Give the data again word for word; drop the pictures.

#### Provided data

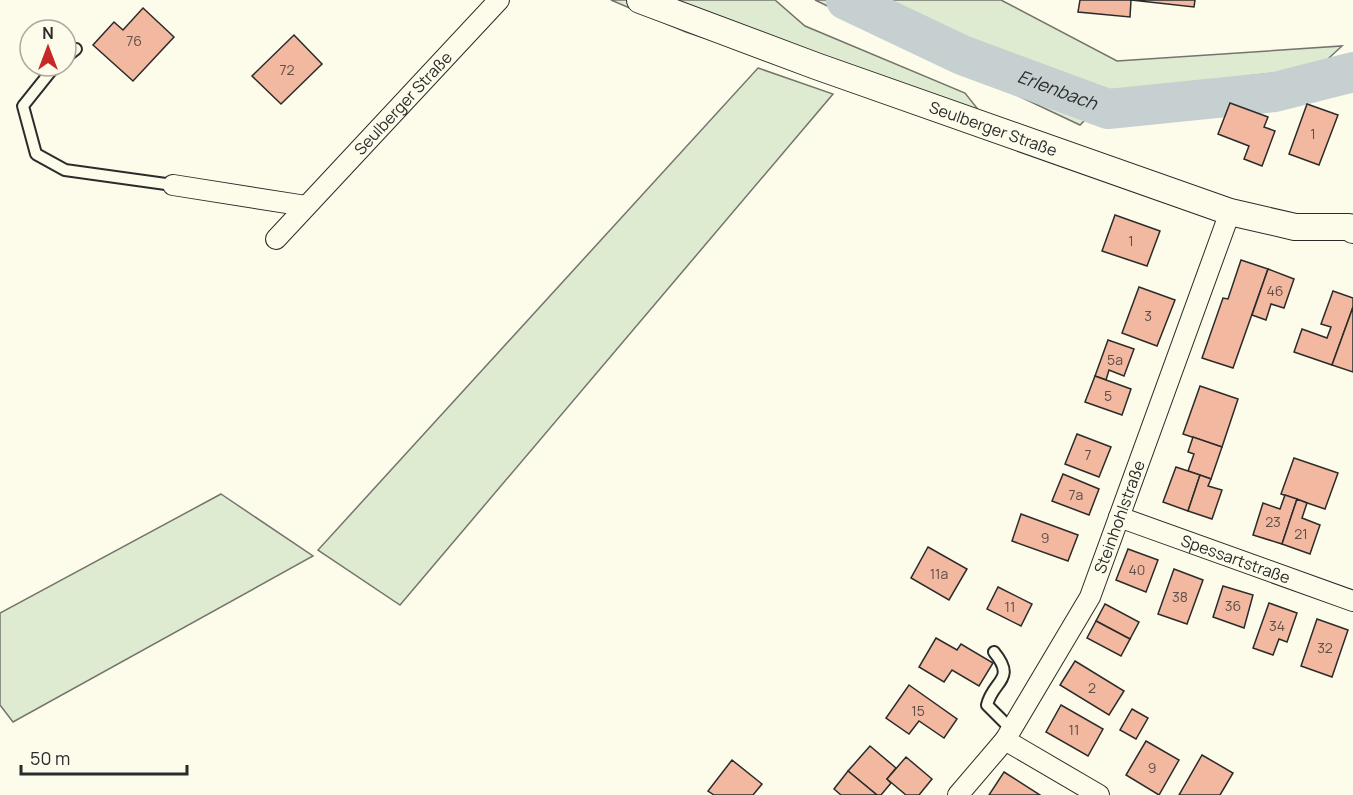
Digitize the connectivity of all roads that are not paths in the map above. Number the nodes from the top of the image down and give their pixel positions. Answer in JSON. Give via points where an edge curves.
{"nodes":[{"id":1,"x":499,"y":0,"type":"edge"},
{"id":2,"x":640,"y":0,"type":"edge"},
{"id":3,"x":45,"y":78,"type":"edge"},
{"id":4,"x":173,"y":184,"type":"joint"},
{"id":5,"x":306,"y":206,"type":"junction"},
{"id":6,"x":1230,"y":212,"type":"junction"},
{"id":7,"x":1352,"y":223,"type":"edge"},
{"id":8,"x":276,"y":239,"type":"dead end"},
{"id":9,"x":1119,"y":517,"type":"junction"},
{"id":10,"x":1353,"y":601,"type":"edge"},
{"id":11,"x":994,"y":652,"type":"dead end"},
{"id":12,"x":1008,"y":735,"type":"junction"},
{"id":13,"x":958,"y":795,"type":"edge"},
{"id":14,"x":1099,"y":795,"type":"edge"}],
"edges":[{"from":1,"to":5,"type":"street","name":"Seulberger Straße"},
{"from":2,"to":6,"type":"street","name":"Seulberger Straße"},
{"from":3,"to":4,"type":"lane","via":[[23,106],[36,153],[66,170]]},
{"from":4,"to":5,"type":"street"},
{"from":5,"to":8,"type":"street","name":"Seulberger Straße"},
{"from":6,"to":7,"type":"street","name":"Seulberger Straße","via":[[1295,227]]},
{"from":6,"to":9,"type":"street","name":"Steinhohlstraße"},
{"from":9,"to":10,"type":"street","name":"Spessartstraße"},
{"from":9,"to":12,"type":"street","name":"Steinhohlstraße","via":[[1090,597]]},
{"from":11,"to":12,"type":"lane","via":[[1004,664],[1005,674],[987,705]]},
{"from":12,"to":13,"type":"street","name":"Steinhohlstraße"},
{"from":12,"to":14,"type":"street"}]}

########

Task output>
Digitize the connectivity of all roads that are not paths in the map above. Number the nodes from the top of the image down and give their pixel positions. Answer in JSON. Give via points where an edge curves.
{"nodes":[{"id":1,"x":499,"y":0,"type":"edge"},
{"id":2,"x":640,"y":0,"type":"edge"},
{"id":3,"x":45,"y":78,"type":"edge"},
{"id":4,"x":173,"y":184,"type":"joint"},
{"id":5,"x":306,"y":206,"type":"junction"},
{"id":6,"x":1230,"y":212,"type":"junction"},
{"id":7,"x":1352,"y":223,"type":"edge"},
{"id":8,"x":276,"y":239,"type":"dead end"},
{"id":9,"x":1119,"y":517,"type":"junction"},
{"id":10,"x":1353,"y":601,"type":"edge"},
{"id":11,"x":994,"y":652,"type":"dead end"},
{"id":12,"x":1008,"y":735,"type":"junction"},
{"id":13,"x":958,"y":795,"type":"edge"},
{"id":14,"x":1099,"y":795,"type":"edge"}],
"edges":[{"from":1,"to":5,"type":"street","name":"Seulberger Straße"},
{"from":2,"to":6,"type":"street","name":"Seulberger Straße"},
{"from":3,"to":4,"type":"lane","via":[[23,106],[36,153],[66,170]]},
{"from":4,"to":5,"type":"street"},
{"from":5,"to":8,"type":"street","name":"Seulberger Straße"},
{"from":6,"to":7,"type":"street","name":"Seulberger Straße","via":[[1295,227]]},
{"from":6,"to":9,"type":"street","name":"Steinhohlstraße"},
{"from":9,"to":10,"type":"street","name":"Spessartstraße"},
{"from":9,"to":12,"type":"street","name":"Steinhohlstraße","via":[[1090,597]]},
{"from":11,"to":12,"type":"lane","via":[[1004,664],[1005,674],[987,705]]},
{"from":12,"to":13,"type":"street","name":"Steinhohlstraße"},
{"from":12,"to":14,"type":"street"}]}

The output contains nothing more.